The Illinois Attorney General tried to delay the parole of Ray Larsen, who was convicted of the 23-shot murder of Chicago teenager Frank Casolari in 1972


Illinois prosecutors tried unsuccessfully to postpone the parole of 76-year-old Chicago child killer Raymond Larsen, who ended up back in prison less than two months for failing to meet his parole, newly released records show.

Minutes of the April meeting of the Illinois Prisoner Review Board – when Larsen was granted parole – state that the attorney general tried to postpone that decision for 90 days to allow him to be classified as a possible “sexually violent person.”

Such a finding could have kept him in prison.

Larsen had told prosecutors in 1972 that he was “looking for something to shoot” when he fatally shot and killed 16-year-old Frank Casolari, who was fishing in the Schiller Woods Forest Preserve near O’Hare Airport.

But nearly five decades after the killing, Larsen’s attorney Mira de Jong told the board in April that the killing was not premeditated after all. She said Casolari told Larsen to turn off his radio “because it scares away the fish,” the teenager threatened to call the police when he refused, they argued, and Larsen shot him dead.

The boy’s naked body was discovered under branches and rubble in the forest. He had been shot 23 times.

Raymond Larsen.
Illinois Department of Corrections

De Jong told the board that Larsen had an abusive father who was a debt collector for the Chicago outfit, that Larsen learned how to hot wire and steal cars as a child, and was sent to juvenile detention at 13, grew with “a group of reckless youngsters Men who robbed and broke in to satisfy their own selfish desires ”.

De Jong said he had changed for the better in prison, converted to Buddhism, and would lead a “quiet life” if released on parole.

After years of denial, the board voted 9-3 on April 29 to release Larsen on parole.

Officials refused to say why Larsen was paroled and repeatedly delayed the publication of the minutes of the April meeting, which included Chairman Craig Findley and members Max Cerda, Edith Crigler, Lisa Daniels, Oreal James, Virginia Martinez, Aurthur May Perkins, Drella Savage, and Eleanor Wilson voted to parole him. Jeff Mears, Donald Shelton, and Joseph Ruggerio, a former DuPage County attorney, voted no.

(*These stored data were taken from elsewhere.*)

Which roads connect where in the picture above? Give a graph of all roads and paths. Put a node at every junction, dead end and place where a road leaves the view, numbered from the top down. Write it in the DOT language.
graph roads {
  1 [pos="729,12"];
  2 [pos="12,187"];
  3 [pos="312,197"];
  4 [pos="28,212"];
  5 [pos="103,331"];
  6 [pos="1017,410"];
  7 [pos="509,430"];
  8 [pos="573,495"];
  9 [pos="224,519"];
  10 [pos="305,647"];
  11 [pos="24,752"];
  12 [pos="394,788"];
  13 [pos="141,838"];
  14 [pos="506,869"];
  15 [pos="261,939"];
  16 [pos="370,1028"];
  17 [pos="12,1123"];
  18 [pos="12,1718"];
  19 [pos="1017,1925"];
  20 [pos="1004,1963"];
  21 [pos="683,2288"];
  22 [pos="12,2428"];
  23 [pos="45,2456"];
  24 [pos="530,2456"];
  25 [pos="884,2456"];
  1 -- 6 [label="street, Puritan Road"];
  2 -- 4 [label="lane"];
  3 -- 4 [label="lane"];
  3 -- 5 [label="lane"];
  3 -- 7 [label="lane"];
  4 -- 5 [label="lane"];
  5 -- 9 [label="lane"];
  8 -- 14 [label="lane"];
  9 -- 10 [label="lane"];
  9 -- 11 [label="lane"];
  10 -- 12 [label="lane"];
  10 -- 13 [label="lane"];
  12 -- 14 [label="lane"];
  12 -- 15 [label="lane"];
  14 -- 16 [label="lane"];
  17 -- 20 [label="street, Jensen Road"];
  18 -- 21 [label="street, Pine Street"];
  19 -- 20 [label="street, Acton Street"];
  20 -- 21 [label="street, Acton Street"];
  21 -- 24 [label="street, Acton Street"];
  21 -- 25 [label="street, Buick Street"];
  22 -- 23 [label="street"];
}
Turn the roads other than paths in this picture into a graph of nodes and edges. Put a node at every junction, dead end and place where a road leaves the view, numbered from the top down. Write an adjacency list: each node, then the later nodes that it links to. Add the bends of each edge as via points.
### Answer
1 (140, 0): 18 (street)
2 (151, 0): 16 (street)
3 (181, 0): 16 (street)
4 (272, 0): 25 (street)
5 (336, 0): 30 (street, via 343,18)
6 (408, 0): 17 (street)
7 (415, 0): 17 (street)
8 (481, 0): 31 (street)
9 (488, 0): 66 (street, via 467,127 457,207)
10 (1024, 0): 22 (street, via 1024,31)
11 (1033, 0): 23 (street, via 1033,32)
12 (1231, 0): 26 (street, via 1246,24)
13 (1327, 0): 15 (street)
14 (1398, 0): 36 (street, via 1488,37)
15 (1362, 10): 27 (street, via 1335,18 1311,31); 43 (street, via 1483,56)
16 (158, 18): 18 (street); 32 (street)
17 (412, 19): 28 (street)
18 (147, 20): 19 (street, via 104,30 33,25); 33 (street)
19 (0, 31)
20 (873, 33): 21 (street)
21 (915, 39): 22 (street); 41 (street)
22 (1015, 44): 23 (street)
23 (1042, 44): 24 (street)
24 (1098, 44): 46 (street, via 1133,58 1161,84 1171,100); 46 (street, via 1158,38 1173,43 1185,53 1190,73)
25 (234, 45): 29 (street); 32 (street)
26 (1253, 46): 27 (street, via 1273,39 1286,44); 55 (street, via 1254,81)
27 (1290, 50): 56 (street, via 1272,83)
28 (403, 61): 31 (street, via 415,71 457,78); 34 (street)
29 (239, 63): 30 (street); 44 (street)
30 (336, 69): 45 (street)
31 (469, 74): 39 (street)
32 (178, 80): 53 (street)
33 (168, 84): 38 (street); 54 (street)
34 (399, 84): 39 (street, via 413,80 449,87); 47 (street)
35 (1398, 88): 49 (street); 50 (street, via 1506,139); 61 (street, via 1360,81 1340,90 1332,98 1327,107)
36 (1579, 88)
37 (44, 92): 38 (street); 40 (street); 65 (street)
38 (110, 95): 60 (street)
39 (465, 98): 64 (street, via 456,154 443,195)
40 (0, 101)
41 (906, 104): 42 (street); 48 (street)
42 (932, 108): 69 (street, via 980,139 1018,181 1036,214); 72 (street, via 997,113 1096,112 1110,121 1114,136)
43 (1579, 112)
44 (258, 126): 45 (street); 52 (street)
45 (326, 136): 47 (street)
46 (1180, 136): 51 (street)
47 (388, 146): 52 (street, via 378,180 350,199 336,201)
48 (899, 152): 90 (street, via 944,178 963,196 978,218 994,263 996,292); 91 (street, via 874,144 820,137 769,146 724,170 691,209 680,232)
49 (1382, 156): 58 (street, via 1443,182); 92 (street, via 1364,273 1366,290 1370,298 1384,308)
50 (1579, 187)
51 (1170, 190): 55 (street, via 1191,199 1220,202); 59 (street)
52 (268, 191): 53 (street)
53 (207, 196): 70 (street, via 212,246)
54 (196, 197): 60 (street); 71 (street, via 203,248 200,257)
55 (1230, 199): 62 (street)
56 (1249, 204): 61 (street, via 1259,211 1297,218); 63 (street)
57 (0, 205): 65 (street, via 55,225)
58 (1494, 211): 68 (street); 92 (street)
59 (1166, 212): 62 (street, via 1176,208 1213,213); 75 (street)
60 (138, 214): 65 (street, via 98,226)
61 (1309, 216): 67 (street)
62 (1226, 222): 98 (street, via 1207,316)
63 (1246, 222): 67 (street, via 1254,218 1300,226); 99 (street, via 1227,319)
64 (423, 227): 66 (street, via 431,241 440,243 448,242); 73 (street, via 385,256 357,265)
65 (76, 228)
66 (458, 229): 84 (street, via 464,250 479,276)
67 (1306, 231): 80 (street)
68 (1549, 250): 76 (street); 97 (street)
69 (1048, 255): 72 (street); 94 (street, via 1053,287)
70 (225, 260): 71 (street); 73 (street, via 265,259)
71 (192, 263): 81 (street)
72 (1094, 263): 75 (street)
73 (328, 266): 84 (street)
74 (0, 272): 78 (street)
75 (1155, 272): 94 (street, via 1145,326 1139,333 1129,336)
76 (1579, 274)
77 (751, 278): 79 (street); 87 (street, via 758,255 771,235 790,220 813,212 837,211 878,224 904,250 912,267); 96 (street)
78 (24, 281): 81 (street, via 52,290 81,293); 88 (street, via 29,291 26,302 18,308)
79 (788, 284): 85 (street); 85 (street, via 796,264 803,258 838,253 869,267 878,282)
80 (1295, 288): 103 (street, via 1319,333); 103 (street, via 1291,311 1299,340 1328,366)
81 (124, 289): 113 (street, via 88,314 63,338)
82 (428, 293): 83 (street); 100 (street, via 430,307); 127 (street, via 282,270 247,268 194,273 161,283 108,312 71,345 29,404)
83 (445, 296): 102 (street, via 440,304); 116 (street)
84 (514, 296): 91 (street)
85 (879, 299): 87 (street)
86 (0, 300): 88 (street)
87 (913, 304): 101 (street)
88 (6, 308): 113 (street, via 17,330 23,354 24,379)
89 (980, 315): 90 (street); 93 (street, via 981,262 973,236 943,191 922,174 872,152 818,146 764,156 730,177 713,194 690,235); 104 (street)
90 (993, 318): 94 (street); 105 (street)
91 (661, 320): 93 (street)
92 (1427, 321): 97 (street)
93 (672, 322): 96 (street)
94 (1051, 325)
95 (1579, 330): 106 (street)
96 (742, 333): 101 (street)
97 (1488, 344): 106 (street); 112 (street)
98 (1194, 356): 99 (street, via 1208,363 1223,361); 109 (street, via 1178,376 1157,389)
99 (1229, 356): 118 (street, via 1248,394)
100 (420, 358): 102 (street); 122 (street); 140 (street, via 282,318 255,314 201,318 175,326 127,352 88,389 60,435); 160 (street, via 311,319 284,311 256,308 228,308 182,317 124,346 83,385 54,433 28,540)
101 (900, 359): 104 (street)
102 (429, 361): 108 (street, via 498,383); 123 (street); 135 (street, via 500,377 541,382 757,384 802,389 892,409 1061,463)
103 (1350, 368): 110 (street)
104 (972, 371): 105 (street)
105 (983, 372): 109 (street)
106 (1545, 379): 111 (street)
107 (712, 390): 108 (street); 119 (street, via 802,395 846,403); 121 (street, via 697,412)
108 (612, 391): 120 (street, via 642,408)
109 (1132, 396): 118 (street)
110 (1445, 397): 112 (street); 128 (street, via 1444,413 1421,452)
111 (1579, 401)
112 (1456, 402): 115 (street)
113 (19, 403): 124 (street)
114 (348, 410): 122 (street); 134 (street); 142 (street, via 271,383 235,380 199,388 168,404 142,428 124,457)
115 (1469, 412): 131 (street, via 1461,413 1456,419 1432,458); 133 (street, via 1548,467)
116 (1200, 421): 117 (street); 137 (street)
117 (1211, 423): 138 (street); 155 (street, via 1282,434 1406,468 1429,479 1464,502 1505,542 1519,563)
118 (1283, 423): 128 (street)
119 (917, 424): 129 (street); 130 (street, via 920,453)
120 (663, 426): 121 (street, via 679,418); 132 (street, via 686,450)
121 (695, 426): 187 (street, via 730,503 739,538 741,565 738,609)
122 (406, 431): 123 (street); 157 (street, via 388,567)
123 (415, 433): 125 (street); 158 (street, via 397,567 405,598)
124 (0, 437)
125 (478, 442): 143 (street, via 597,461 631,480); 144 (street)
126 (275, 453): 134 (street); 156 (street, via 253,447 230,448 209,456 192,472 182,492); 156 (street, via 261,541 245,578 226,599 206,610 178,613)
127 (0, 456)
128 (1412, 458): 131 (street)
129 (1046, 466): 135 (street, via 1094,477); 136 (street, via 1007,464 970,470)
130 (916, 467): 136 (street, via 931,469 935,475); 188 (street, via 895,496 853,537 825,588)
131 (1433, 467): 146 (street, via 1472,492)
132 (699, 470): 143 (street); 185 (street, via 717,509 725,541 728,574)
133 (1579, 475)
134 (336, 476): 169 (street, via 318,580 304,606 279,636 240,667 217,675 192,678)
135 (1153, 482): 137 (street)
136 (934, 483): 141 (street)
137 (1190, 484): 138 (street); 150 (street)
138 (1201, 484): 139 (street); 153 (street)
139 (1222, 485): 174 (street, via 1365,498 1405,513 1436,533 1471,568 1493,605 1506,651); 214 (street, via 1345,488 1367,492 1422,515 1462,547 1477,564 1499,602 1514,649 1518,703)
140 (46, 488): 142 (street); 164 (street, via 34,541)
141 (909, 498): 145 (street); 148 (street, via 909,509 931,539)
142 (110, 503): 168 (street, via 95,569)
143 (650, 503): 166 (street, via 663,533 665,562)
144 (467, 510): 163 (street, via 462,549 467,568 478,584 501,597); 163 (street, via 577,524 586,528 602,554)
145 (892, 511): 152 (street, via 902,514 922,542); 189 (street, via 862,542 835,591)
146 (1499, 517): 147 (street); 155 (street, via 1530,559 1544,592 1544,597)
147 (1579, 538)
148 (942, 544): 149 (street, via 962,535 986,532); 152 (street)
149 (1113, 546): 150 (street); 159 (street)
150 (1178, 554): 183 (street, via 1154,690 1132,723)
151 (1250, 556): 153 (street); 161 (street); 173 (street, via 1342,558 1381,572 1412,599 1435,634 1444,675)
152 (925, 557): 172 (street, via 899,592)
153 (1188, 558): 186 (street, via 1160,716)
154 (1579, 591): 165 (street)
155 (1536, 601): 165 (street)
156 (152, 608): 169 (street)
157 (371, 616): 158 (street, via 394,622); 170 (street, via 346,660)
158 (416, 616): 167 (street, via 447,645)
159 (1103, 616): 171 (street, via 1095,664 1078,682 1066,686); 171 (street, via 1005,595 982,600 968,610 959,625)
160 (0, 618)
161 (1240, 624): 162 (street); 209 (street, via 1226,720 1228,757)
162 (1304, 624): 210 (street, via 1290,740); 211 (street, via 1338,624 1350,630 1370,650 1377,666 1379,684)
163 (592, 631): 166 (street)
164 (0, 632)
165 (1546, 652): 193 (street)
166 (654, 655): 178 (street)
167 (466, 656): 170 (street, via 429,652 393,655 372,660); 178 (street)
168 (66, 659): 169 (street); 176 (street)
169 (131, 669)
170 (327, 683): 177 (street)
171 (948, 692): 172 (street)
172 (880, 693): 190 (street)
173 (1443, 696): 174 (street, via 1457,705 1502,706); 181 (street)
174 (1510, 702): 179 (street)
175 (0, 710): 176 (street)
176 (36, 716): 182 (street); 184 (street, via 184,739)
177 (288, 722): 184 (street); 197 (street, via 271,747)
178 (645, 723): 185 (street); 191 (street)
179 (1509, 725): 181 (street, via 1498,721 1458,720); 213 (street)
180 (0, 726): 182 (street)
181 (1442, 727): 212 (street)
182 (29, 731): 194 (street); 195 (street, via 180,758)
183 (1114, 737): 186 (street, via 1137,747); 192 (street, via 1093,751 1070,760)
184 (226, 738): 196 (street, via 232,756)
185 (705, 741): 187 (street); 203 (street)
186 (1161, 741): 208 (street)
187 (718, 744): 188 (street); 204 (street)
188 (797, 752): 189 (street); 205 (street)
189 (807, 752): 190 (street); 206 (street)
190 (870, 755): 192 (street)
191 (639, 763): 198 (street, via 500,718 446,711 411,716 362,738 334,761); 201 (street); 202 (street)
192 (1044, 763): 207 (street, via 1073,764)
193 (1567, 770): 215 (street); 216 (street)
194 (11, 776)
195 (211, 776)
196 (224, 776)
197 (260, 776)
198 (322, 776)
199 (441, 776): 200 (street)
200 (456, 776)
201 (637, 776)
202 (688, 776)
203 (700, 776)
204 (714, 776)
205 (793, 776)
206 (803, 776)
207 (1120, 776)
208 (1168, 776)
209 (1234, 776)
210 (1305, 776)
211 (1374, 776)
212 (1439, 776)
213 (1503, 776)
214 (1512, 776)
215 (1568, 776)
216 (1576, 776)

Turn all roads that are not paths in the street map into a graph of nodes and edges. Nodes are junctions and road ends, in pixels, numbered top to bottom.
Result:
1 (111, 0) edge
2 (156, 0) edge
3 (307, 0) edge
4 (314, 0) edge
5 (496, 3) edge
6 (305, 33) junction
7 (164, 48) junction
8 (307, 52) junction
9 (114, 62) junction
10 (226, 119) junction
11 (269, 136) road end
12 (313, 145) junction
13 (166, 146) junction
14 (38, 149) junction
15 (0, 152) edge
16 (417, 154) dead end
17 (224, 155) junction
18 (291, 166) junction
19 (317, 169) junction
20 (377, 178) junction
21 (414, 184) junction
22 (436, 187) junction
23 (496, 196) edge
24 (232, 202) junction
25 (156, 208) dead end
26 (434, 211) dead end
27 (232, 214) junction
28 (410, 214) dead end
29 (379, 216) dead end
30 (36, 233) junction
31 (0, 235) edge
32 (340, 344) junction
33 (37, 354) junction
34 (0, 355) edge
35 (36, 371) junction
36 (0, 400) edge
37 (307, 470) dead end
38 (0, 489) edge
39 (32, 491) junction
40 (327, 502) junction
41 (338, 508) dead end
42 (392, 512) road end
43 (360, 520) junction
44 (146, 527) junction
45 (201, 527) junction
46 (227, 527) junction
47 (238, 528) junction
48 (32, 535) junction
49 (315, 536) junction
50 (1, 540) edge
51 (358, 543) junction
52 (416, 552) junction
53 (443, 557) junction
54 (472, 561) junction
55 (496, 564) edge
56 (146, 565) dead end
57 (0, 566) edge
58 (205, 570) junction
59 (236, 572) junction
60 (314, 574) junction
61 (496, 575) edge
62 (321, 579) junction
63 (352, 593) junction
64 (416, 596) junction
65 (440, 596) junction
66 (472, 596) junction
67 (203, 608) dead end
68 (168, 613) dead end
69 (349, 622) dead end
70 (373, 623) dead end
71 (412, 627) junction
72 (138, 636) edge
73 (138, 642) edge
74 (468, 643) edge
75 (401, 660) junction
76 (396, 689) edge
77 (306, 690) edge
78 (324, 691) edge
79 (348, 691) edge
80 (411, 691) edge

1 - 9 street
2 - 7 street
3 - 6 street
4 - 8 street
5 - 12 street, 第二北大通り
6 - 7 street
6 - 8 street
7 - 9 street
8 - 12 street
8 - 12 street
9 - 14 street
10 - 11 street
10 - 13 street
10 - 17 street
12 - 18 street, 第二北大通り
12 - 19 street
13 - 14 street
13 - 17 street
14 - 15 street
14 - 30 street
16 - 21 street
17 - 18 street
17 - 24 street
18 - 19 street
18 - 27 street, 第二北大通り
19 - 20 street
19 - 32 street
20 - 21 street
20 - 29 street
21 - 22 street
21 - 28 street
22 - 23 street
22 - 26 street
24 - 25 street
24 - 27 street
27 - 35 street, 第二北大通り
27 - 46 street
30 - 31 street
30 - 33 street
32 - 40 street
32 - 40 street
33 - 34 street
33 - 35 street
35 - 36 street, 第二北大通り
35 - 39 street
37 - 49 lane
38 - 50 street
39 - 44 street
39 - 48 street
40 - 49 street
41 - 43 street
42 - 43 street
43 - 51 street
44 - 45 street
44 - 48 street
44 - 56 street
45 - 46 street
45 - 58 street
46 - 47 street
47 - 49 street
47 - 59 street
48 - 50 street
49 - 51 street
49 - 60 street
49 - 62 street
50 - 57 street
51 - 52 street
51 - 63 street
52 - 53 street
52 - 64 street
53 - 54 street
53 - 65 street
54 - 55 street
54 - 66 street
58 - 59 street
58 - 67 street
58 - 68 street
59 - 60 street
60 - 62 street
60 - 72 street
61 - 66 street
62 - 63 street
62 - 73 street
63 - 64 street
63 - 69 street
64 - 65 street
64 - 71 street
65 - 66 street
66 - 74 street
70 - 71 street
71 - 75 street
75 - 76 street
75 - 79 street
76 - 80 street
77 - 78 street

Larsen last put himself on parole in 2018 when the board voted 12-0 to keep him in prison. Board member Salvador Diaz said at the time: “There is something about inmate Larsen that makes him a gunman, and he could be at high risk of committing another offense.”

Upon his release, Larsen moved to a halfway house in West Pullman and was instructed to keep in touch with his probation officer. But the Illinois Department of Corrections issued a warrant for his arrest on May 15 after parole officers lost contact with him. He was found on May 19th and sent back to the Halfway House.

But he disappeared again on May 20th. On May 28th, the Chicago police arrested him on the North Side. He rode a greyhound bus to Cincinnati without permission to visit a woman, officials said, but since he couldn’t see her, he returned to Chicago.

In late May, while Larsen was on the run, one of Casolari’s relatives told the Chicago Sun-Times, “What is our state doing? How do you lose this guy? “

Frank Casolari.

Frank Casolari.
Chicago Daily News

On June 22, a three-person committee of inquiry into prisoners revoked Larsen’s parole.

The board could reconsider whether he should be paroled next year.

In 1969, Larsen was sentenced to six months in prison after the rape charge was reduced to battery.

After he was arrested on May 18, 1972, the day after Casolari was murdered, he was charged with the murder of the teenage boy and the sexual assault of a 14-year-old girl who was traveling with Larsen in a stolen car while he was got caught.

At the board meetings in April and June, four inmates were paroled and nine were turned down. Those released included an armed robber and two other murderers, including 79-year-old Zelma King, who shot three people in an apartment building on the South Side in 1967.